The Bluetooth Viking and the Scattered Bones of King Cnut
The origin story of the name "Bluetooth" and the logo used for that technology is a fascinating tale, that connects Viking history, the English civil war, and a curious saga of scattered bones.
When you look back at history, it’s impossible not to see a Garden of Forking Paths, the fact that people who are now long dead have made choices that shaped our lives in unexpected ways. Every so often, I’ll be writing a post of a variety that I call “The Garden of Curiosities,” about a strange, interesting tidbit I hope you’ll enjoy reading. Sometimes it’ll be history, other times it’ll be an unexpected scientific finding, or an astonishing facet of politics, economics, anthropology, or evolutionary biology.
This is the tale of an ancient and long forgotten Viking king, the scattered bones of his grandson, a curious calamity during the English civil war, and the origin story for the name and logo of a modern technology that you’re likely to use today.

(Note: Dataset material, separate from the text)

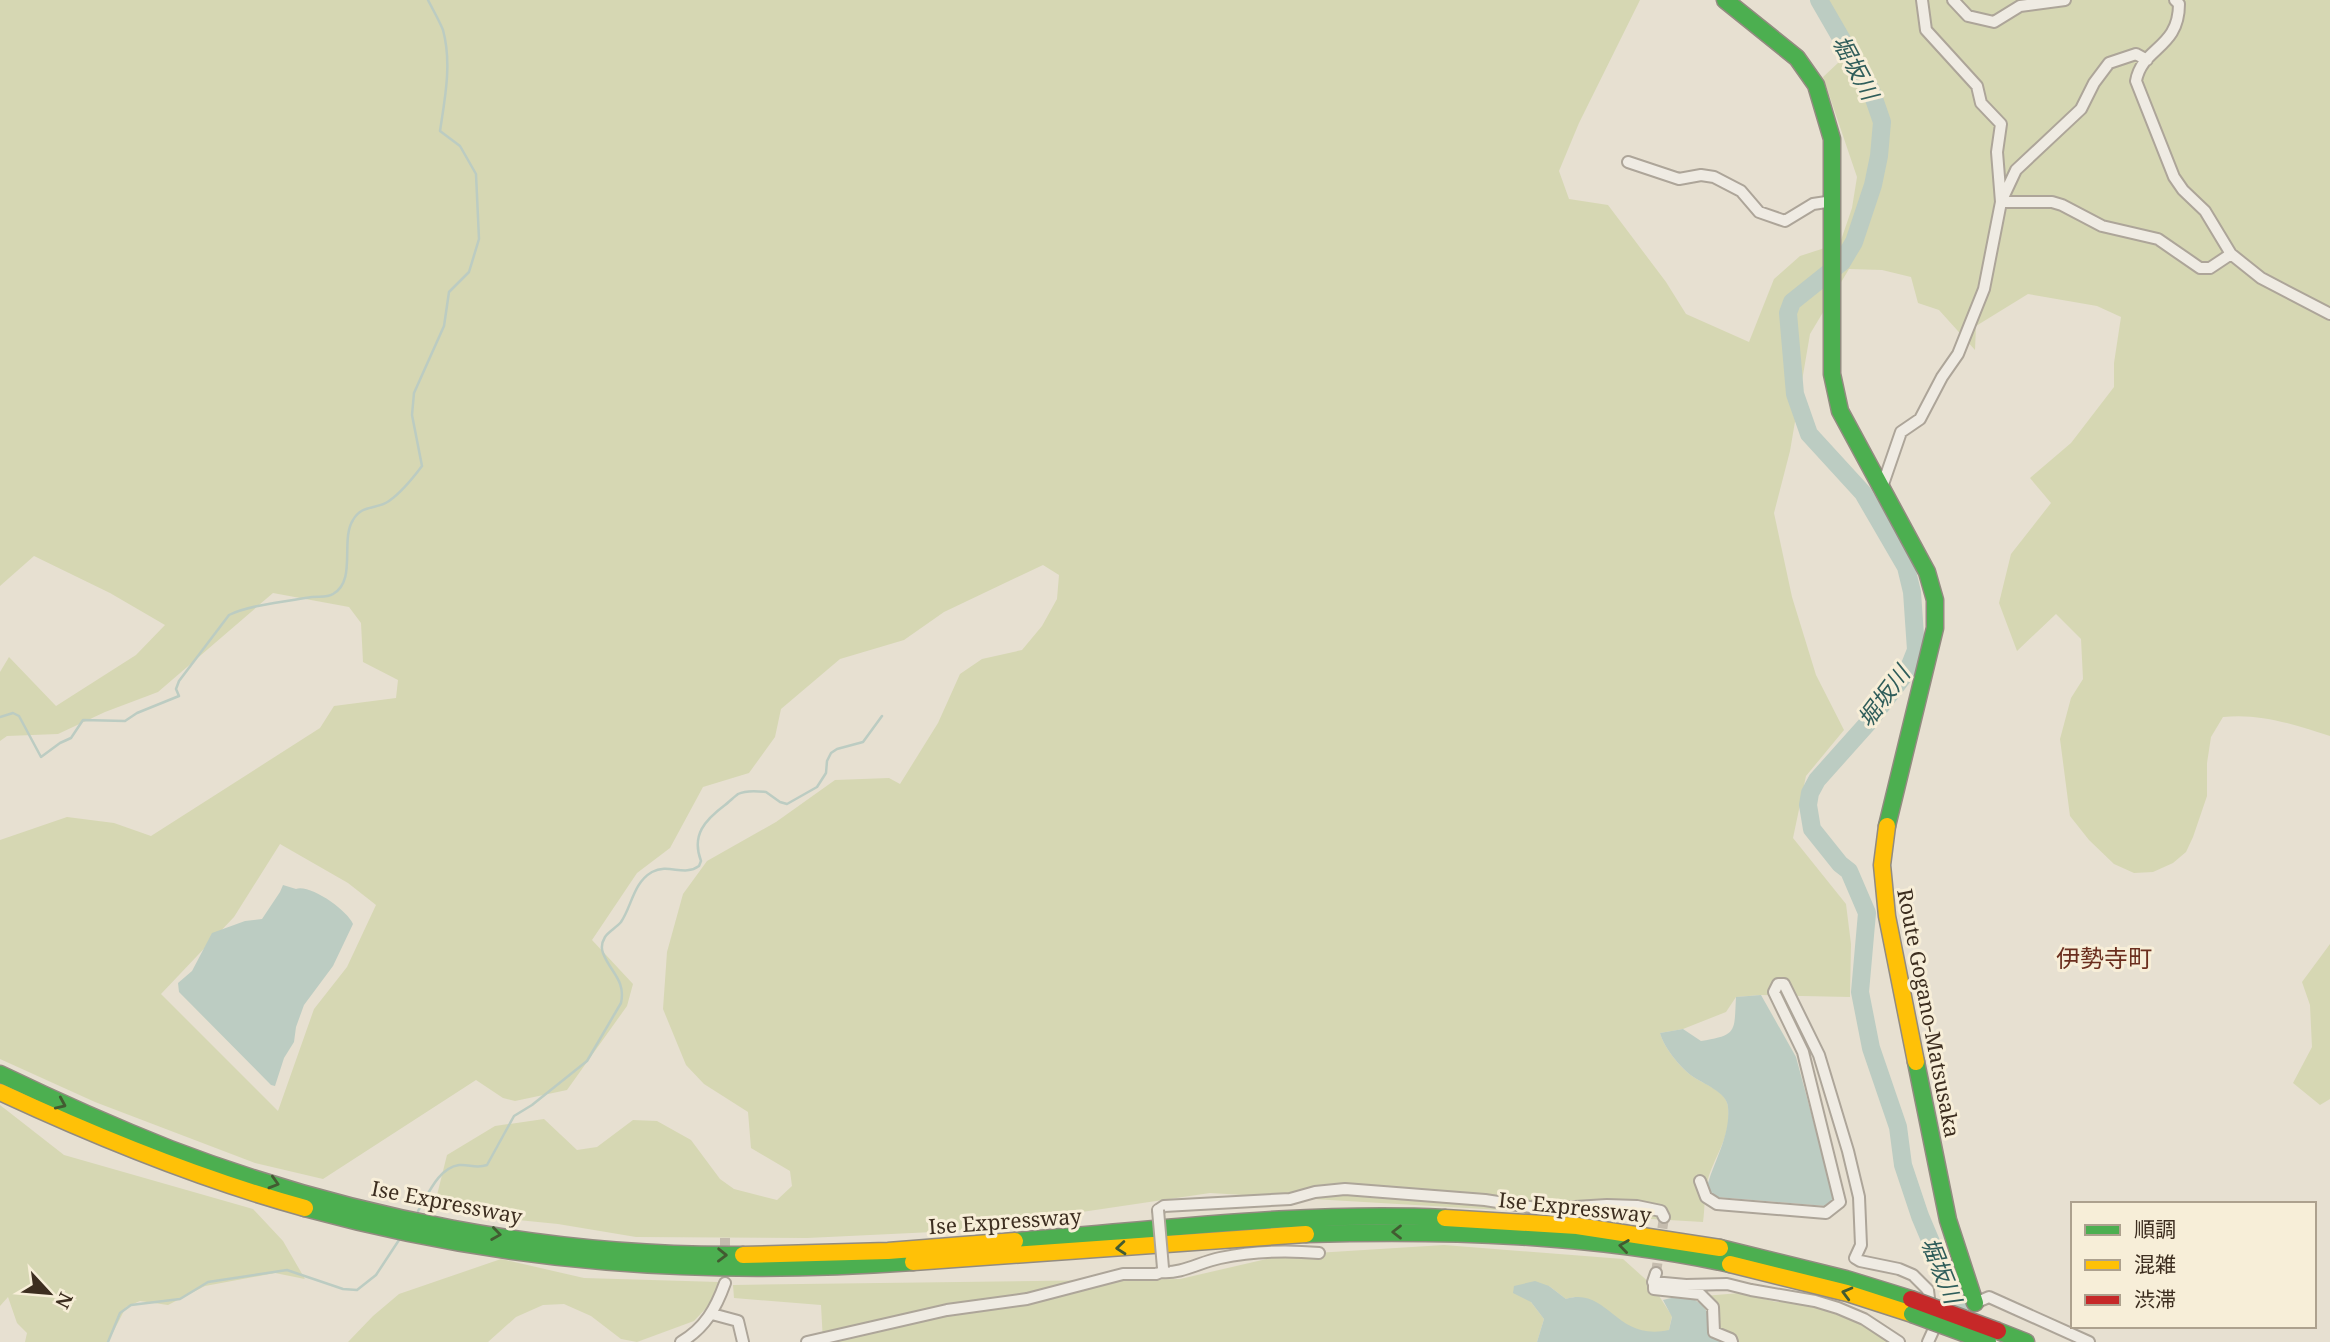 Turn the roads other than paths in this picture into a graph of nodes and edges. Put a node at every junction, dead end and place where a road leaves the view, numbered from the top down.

Around 958, Harald Gormsson became the Viking king of Denmark. As his name suggests, he was the son of King Gorm the Old (they just don’t name kings as well as they used to, do they? Charles III? C’mon.). There aren’t many sources from the period, but we do know that he was an accomplished builder of public works and engaged in various foreign adventures with varying success. (Just imagine Harald’s humiliation upon being forced to surrender not once, but twice, to the Swedish prince Styrbjörn the Strong).
King Harald is partly known to history for bringing Christianity to his kingdom. Initially skeptical of this newfangled God, one chronicle alleges that Harald was convinced to convert by a cleric named Poppa. Harald put Poppa to the test, daring him to prove his divine righteousness. Poppa is said to have placed a great weight of iron into a fire, then took it out, walked around holding it, and miraculously was not burned. (If you’re interested in such “ordeals” in medieval history and why they were a surprisingly rational way to determine guilt or innocence during criminal trials in the Middle Ages, I highly recommend reading this article, by the economist Peter Leeson).
But for our story, there are two aspects of Harald’s reign that matter most.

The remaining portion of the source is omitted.